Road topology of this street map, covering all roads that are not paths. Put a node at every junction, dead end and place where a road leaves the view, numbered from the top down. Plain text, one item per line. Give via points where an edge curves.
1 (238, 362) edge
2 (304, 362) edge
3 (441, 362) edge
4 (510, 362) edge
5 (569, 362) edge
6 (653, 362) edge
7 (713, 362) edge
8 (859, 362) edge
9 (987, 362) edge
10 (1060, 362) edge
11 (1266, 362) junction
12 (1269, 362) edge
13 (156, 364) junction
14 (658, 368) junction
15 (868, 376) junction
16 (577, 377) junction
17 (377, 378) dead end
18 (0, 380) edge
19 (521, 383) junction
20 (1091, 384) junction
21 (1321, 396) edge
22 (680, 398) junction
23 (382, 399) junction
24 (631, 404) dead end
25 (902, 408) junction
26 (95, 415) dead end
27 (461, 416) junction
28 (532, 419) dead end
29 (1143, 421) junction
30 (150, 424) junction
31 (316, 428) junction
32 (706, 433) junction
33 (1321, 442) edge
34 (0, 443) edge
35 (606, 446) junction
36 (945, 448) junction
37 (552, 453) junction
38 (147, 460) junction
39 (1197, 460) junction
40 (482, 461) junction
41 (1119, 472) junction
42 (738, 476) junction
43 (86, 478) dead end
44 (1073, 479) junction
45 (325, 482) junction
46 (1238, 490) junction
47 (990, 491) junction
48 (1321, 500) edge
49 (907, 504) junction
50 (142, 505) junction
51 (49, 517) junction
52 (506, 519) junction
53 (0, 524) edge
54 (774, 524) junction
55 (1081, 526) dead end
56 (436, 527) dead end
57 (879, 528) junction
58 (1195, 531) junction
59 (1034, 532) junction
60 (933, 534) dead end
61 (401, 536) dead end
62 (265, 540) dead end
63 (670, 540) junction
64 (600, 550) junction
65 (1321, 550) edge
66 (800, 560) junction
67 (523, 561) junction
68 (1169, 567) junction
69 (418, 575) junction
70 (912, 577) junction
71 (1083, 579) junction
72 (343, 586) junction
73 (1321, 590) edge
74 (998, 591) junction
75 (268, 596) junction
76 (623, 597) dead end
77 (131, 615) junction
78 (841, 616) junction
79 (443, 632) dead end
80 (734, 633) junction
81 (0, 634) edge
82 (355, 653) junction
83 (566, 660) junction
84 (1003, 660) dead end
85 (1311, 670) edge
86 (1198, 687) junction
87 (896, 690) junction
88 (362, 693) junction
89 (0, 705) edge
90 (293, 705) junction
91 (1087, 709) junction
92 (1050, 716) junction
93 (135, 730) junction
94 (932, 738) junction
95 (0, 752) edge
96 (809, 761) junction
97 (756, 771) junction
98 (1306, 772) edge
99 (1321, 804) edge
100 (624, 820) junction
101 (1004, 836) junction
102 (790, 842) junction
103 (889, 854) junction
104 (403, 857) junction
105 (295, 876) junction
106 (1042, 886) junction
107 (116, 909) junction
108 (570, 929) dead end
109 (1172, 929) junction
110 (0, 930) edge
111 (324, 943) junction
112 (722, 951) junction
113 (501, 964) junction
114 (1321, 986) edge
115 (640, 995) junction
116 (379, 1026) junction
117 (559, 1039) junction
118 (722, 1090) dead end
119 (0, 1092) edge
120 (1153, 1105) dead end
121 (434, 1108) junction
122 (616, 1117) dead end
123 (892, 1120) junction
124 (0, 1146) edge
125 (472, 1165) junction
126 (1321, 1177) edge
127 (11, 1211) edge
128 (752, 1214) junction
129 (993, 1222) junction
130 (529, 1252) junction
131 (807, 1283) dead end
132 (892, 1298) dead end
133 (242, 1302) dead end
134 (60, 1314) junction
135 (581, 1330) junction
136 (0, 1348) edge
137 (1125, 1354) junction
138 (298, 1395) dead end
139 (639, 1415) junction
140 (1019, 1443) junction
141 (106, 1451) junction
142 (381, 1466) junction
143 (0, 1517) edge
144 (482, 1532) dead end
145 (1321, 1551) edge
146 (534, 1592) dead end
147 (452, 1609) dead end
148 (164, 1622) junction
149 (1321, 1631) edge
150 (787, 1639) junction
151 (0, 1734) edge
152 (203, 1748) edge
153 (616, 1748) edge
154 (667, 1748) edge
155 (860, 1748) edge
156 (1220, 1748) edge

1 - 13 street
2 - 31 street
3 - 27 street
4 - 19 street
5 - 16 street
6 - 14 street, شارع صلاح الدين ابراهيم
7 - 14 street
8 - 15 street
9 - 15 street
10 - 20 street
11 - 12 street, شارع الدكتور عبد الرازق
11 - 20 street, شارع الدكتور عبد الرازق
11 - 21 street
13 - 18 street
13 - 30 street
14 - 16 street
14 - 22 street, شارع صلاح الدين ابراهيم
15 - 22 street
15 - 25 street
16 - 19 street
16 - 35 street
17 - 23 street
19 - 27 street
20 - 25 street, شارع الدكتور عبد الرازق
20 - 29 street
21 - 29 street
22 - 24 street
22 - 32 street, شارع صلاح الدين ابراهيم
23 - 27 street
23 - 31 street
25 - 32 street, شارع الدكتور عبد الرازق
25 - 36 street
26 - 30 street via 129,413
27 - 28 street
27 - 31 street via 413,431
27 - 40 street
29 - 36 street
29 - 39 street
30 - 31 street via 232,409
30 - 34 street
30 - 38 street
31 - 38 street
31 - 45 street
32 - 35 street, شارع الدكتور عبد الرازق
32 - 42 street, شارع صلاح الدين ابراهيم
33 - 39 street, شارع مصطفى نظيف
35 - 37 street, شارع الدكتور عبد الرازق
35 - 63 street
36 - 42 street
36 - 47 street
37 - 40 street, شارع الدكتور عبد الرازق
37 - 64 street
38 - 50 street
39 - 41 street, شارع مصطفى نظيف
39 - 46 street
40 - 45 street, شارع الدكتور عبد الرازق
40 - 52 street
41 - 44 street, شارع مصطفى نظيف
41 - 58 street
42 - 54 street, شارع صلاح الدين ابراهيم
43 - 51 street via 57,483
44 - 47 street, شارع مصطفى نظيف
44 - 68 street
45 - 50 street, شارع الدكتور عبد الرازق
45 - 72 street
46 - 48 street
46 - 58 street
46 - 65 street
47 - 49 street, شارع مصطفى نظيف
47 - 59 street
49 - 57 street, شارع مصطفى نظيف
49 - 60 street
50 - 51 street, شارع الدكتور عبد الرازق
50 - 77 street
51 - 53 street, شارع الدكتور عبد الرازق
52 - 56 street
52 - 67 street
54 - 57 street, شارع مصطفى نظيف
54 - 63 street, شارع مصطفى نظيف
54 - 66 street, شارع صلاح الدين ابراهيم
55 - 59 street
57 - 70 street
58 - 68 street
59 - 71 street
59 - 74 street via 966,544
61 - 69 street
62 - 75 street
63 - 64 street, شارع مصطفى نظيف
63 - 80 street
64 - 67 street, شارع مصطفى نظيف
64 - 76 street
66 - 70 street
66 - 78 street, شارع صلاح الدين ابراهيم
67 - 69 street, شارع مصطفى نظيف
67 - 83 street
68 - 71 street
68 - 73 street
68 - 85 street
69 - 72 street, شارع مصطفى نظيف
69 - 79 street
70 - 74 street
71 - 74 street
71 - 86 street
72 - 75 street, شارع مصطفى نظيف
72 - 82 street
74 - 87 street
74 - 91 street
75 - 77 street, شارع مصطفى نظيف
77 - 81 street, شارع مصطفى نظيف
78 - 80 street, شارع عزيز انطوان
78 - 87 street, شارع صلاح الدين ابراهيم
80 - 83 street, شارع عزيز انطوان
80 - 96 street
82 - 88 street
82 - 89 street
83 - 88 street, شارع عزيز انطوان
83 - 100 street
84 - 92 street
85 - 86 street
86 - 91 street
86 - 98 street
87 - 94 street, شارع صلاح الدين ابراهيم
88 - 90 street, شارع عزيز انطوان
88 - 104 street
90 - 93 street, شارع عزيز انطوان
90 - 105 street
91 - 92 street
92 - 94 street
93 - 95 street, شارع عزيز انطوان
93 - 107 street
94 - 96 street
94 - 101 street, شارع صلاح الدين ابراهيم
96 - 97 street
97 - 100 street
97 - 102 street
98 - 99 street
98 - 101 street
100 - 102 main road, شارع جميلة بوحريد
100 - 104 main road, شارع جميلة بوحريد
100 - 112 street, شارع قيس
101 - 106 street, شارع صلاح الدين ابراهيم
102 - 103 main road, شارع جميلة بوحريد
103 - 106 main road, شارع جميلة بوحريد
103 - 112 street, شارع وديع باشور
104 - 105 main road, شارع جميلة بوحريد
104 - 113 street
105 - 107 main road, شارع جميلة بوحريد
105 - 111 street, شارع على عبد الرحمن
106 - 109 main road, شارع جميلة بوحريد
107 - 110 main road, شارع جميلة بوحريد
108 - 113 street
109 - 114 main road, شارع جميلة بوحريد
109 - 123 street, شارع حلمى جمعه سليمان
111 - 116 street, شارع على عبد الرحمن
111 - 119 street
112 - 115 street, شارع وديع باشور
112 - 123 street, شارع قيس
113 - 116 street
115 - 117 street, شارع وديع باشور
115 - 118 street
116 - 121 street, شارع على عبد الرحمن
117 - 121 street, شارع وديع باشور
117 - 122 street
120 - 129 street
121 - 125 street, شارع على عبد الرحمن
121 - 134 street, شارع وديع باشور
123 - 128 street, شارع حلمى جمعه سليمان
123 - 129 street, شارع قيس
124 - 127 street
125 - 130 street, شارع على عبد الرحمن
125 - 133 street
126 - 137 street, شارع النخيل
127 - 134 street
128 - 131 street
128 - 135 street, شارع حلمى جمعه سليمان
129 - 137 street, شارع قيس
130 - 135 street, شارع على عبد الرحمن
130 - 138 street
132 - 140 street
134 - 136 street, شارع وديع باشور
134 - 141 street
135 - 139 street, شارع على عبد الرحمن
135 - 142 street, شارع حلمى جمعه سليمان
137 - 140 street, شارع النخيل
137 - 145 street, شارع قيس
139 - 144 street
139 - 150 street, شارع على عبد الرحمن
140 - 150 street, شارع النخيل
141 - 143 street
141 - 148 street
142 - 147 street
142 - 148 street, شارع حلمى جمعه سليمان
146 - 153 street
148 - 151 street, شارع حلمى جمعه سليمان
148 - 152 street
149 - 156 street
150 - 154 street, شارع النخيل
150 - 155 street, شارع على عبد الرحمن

--------------------------------------------------

Wherever a line of the records above contains the string "حلمى", copy that line out.

--- ANSWER SECTION ---
109 - 123 street, شارع حلمى جمعه سليمان
123 - 128 street, شارع حلمى جمعه سليمان
128 - 135 street, شارع حلمى جمعه سليمان
135 - 142 street, شارع حلمى جمعه سليمان
142 - 148 street, شارع حلمى جمعه سليمان
148 - 151 street, شارع حلمى جمعه سليمان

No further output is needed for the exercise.